"""
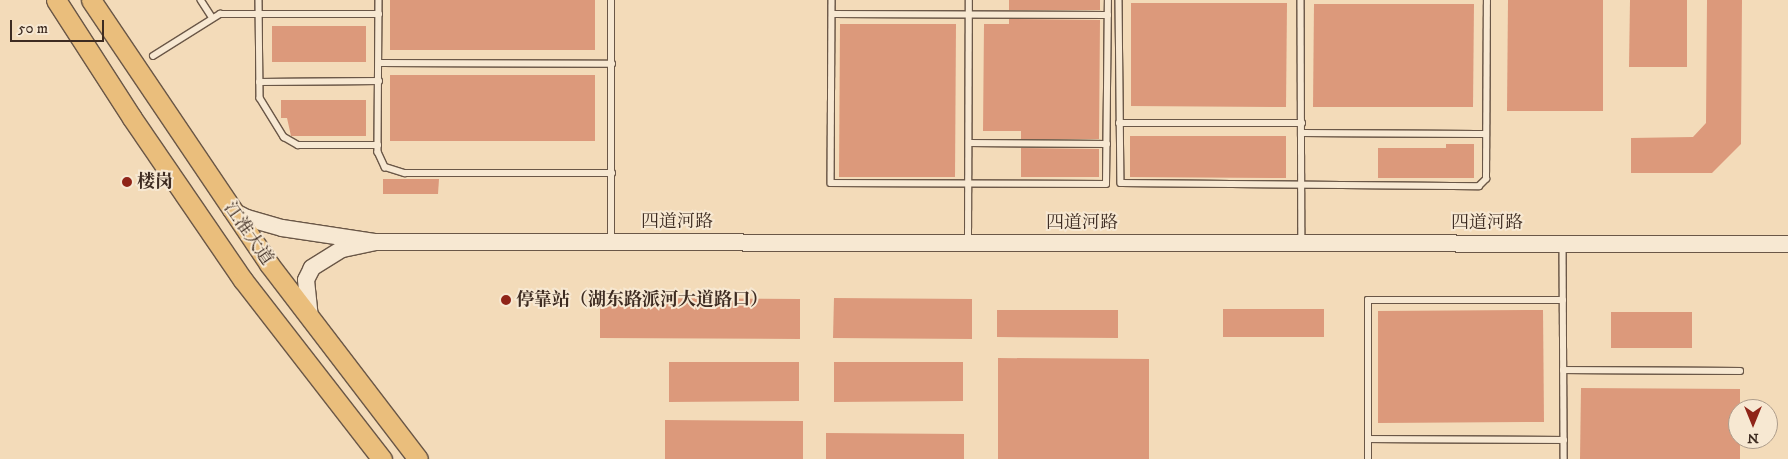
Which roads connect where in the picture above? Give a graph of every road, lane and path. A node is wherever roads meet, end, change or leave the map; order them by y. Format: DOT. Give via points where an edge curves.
graph roads {
  1 [pos="56,0"];
  2 [pos="90,0"];
  3 [pos="201,0"];
  4 [pos="259,0"];
  5 [pos="379,0"];
  6 [pos="612,0"];
  7 [pos="832,0"];
  8 [pos="969,0"];
  9 [pos="1108,0"];
  10 [pos="1119,0"];
  11 [pos="1301,0"];
  12 [pos="1487,0"];
  13 [pos="259,13"];
  14 [pos="379,14"];
  15 [pos="832,14"];
  16 [pos="969,14"];
  17 [pos="1108,15"];
  18 [pos="212,17"];
  19 [pos="153,56"];
  20 [pos="379,63"];
  21 [pos="612,64"];
  22 [pos="379,81"];
  23 [pos="259,82"];
  24 [pos="1119,123"];
  25 [pos="1302,123"];
  26 [pos="1302,133"];
  27 [pos="1486,134"];
  28 [pos="969,143"];
  29 [pos="1107,144"];
  30 [pos="378,145"];
  31 [pos="612,173"];
  32 [pos="968,184"];
  33 [pos="1302,185"];
  34 [pos="230,209"];
  35 [pos="376,242"];
  36 [pos="612,242"];
  37 [pos="968,243"];
  38 [pos="1302,243"];
  39 [pos="1563,244"];
  40 [pos="1788,244"];
  41 [pos="1563,300"];
  42 [pos="310,319"];
  43 [pos="1563,370"];
  44 [pos="1740,371"];
  45 [pos="1368,439"];
  46 [pos="1564,440"];
  47 [pos="382,459"];
  48 [pos="418,459"];
  49 [pos="1368,459"];
  50 [pos="1564,459"];
  1 -- 47 [label="main road, 江淮大道" via="243,280"];
  2 -- 34 [label="main road, 江淮大道"];
  3 -- 18 [label="lane"];
  4 -- 13 [label="lane"];
  5 -- 14 [label="lane"];
  6 -- 21 [label="lane"];
  7 -- 15 [label="lane"];
  8 -- 16 [label="lane"];
  9 -- 17 [label="lane"];
  10 -- 24 [label="lane"];
  11 -- 25 [label="lane"];
  12 -- 27 [label="lane"];
  13 -- 14 [label="lane"];
  13 -- 18 [label="lane" via="228,13"];
  13 -- 23 [label="lane"];
  14 -- 20 [label="lane"];
  15 -- 16 [label="lane"];
  15 -- 32 [label="lane" via="831,183"];
  16 -- 17 [label="lane"];
  16 -- 28 [label="lane"];
  17 -- 29 [label="lane"];
  18 -- 19 [label="lane"];
  20 -- 21 [label="lane"];
  20 -- 22 [label="lane"];
  21 -- 31 [label="lane"];
  22 -- 23 [label="lane"];
  22 -- 30 [label="lane"];
  23 -- 30 [label="lane" via="264,105 289,143"];
  24 -- 25 [label="lane"];
  24 -- 33 [label="lane" via="1121,183"];
  25 -- 26 [label="lane"];
  26 -- 27 [label="lane"];
  26 -- 33 [label="lane"];
  27 -- 33 [label="lane" via="1486,179 1479,186"];
  28 -- 29 [label="lane"];
  28 -- 32 [label="lane"];
  29 -- 32 [label="lane" via="1106,184"];
  30 -- 31 [label="lane" via="385,166 399,173"];
  31 -- 36 [label="lane"];
  32 -- 37 [label="lane"];
  33 -- 38 [label="lane"];
  34 -- 35 [label="street" via="247,218 282,228"];
  34 -- 42 [label="main road, 江淮大道"];
  35 -- 36 [label="street, 四道河路"];
  35 -- 42 [label="street" via="342,249 312,268 306,280"];
  36 -- 37 [label="street, 四道河路"];
  37 -- 38 [label="street, 四道河路"];
  38 -- 39 [label="street, 四道河路"];
  39 -- 40 [label="street, 四道河路"];
  39 -- 41 [label="lane"];
  41 -- 43 [label="lane"];
  41 -- 45 [label="lane" via="1368,300"];
  42 -- 48 [label="main road, 江淮大道"];
  43 -- 44 [label="lane"];
  43 -- 46 [label="lane"];
  45 -- 46 [label="lane"];
  45 -- 49 [label="lane"];
  46 -- 50 [label="lane"];
}
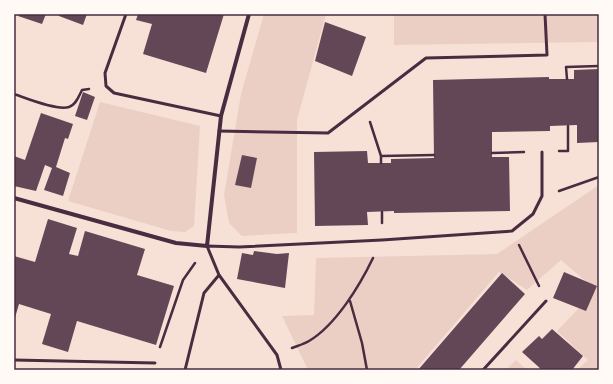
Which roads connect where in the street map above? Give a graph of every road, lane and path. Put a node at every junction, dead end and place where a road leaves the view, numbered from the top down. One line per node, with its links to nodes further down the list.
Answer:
1 (126, 14): 9 (lane)
2 (249, 14): 9 (street)
3 (546, 14): 8 (lane)
4 (599, 66): 5 (path)
5 (567, 79)
6 (82, 90): 7 (path)
7 (14, 94)
8 (365, 104): 10 (lane); 13 (path)
9 (221, 116): 10 (street)
10 (219, 131): 19 (street)
11 (542, 152): 18 (lane)
12 (434, 155): 13 (path)
13 (380, 156): 14 (path)
14 (381, 163)
15 (599, 177): 16 (path)
16 (575, 186)
17 (14, 198): 19 (street)
18 (382, 240): 19 (lane); 23 (path)
19 (207, 246): 21 (lane); 27 (path)
20 (529, 266): 22 (path)
21 (219, 274): 25 (lane); 28 (lane)
22 (536, 280)
23 (350, 301): 25 (path); 30 (path)
24 (546, 301): 31 (lane)
25 (277, 355): 29 (lane)
26 (14, 360): 27 (lane)
27 (155, 363)
28 (185, 370)
29 (281, 370)
30 (367, 370)
31 (483, 370)

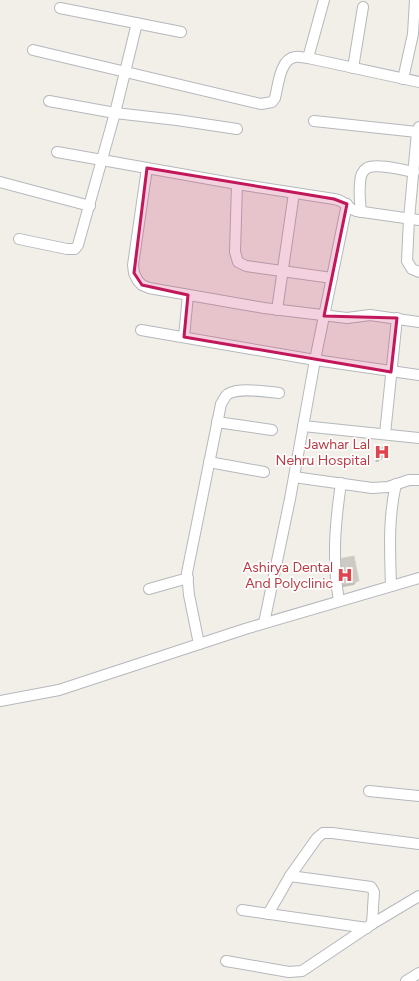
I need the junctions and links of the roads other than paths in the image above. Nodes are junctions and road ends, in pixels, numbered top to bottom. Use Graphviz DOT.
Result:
graph roads {
  1 [pos="324,0"];
  2 [pos="416,0"];
  3 [pos="363,7"];
  4 [pos="60,8"];
  5 [pos="137,23"];
  6 [pos="181,32"];
  7 [pos="415,40"];
  8 [pos="33,50"];
  9 [pos="308,58"];
  10 [pos="353,68"];
  11 [pos="126,72"];
  12 [pos="403,79"];
  13 [pos="419,82"];
  14 [pos="49,101"];
  15 [pos="115,113"];
  16 [pos="314,121"];
  17 [pos="237,129"];
  18 [pos="418,130"];
  19 [pos="57,152"];
  20 [pos="102,161"];
  21 [pos="417,161"];
  22 [pos="147,168"];
  23 [pos="414,172"];
  24 [pos="0,182"];
  25 [pos="237,184"];
  26 [pos="294,193"];
  27 [pos="347,204"];
  28 [pos="90,206"];
  29 [pos="361,212"];
  30 [pos="414,220"];
  31 [pos="19,239"];
  32 [pos="282,271"];
  33 [pos="419,272"];
  34 [pos="332,278"];
  35 [pos="188,295"];
  36 [pos="277,310"];
  37 [pos="324,316"];
  38 [pos="397,318"];
  39 [pos="418,321"];
  40 [pos="141,330"];
  41 [pos="184,337"];
  42 [pos="315,360"];
  43 [pos="391,372"];
  44 [pos="415,374"];
  45 [pos="279,393"];
  46 [pos="217,422"];
  47 [pos="303,426"];
  48 [pos="272,430"];
  49 [pos="384,434"];
  50 [pos="419,438"];
  51 [pos="209,462"];
  52 [pos="264,472"];
  53 [pos="294,477"];
  54 [pos="419,480"];
  55 [pos="341,483"];
  56 [pos="396,484"];
  57 [pos="188,578"];
  58 [pos="419,578"];
  59 [pos="391,586"];
  60 [pos="149,588"];
  61 [pos="339,601"];
  62 [pos="264,623"];
  63 [pos="199,644"];
  64 [pos="0,701"];
  65 [pos="369,790"];
  66 [pos="419,796"];
  67 [pos="419,844"];
  68 [pos="290,876"];
  69 [pos="419,896"];
  70 [pos="242,910"];
  71 [pos="268,914"];
  72 [pos="369,926"];
  73 [pos="226,961"];
  74 [pos="419,973"];
  75 [pos="406,981"];
  1 -- 9 [label="street"];
  2 -- 7 [label="street"];
  3 -- 10 [label="street"];
  4 -- 5 [label="street"];
  5 -- 6 [label="street"];
  5 -- 11 [label="street"];
  7 -- 12 [label="street"];
  8 -- 11 [label="street"];
  9 -- 10 [label="street"];
  9 -- 11 [label="street"];
  10 -- 12 [label="street"];
  11 -- 15 [label="street"];
  12 -- 13 [label="street"];
  14 -- 15 [label="street"];
  15 -- 17 [label="street"];
  15 -- 20 [label="street"];
  16 -- 18 [label="street"];
  18 -- 21 [label="street"];
  19 -- 20 [label="street"];
  20 -- 22 [label="street"];
  20 -- 28 [label="street"];
  21 -- 23 [label="street"];
  22 -- 25 [label="street"];
  22 -- 35 [label="street"];
  23 -- 29 [label="street"];
  23 -- 30 [label="street"];
  24 -- 28 [label="street"];
  25 -- 26 [label="street"];
  25 -- 32 [label="street"];
  26 -- 27 [label="street"];
  26 -- 32 [label="street"];
  27 -- 29 [label="street"];
  27 -- 34 [label="street"];
  28 -- 31 [label="street"];
  29 -- 30 [label="street"];
  30 -- 33 [label="street"];
  32 -- 34 [label="street"];
  32 -- 36 [label="street"];
  34 -- 37 [label="street"];
  35 -- 36 [label="street"];
  35 -- 41 [label="street"];
  36 -- 37 [label="street"];
  37 -- 38 [label="street"];
  37 -- 42 [label="street"];
  38 -- 39 [label="street"];
  38 -- 43 [label="street"];
  40 -- 41 [label="street"];
  41 -- 42 [label="street"];
  42 -- 43 [label="street"];
  42 -- 47 [label="street"];
  43 -- 44 [label="street"];
  43 -- 49 [label="street"];
  45 -- 46 [label="street"];
  46 -- 48 [label="street"];
  46 -- 51 [label="street"];
  47 -- 49 [label="street"];
  47 -- 53 [label="street"];
  49 -- 50 [label="street"];
  51 -- 52 [label="street"];
  51 -- 57 [label="street"];
  53 -- 55 [label="street"];
  53 -- 62 [label="street"];
  54 -- 56 [label="street"];
  55 -- 56 [label="street"];
  55 -- 61 [label="street"];
  56 -- 59 [label="street"];
  57 -- 60 [label="street"];
  57 -- 63 [label="street"];
  58 -- 59 [label="street"];
  59 -- 61 [label="street"];
  61 -- 62 [label="street"];
  62 -- 63 [label="street"];
  63 -- 64 [label="street"];
  65 -- 66 [label="street"];
  67 -- 68 [label="street"];
  68 -- 71 [label="street"];
  68 -- 72 [label="street"];
  69 -- 72 [label="street"];
  70 -- 71 [label="street"];
  71 -- 72 [label="street"];
  72 -- 73 [label="street"];
  74 -- 75 [label="street"];
}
"""
#### Instructions to follow
Show every line of the listing containing the string "where" by copying it.

#### Solution to this task
Which roads connect where in the picture above? Give a graph of every road, lane and path. A node is wherever roads meet, end, change or leave the map; order them by y. Format: DOT. Give via points where an edge curves.
Which roads connect where in the street map above? Give a graph of every road, lane and path. Put a node at every junction, dead end and place where a road leaves the view, numbered from the top down. One line per node, with its links to nodes further down the list.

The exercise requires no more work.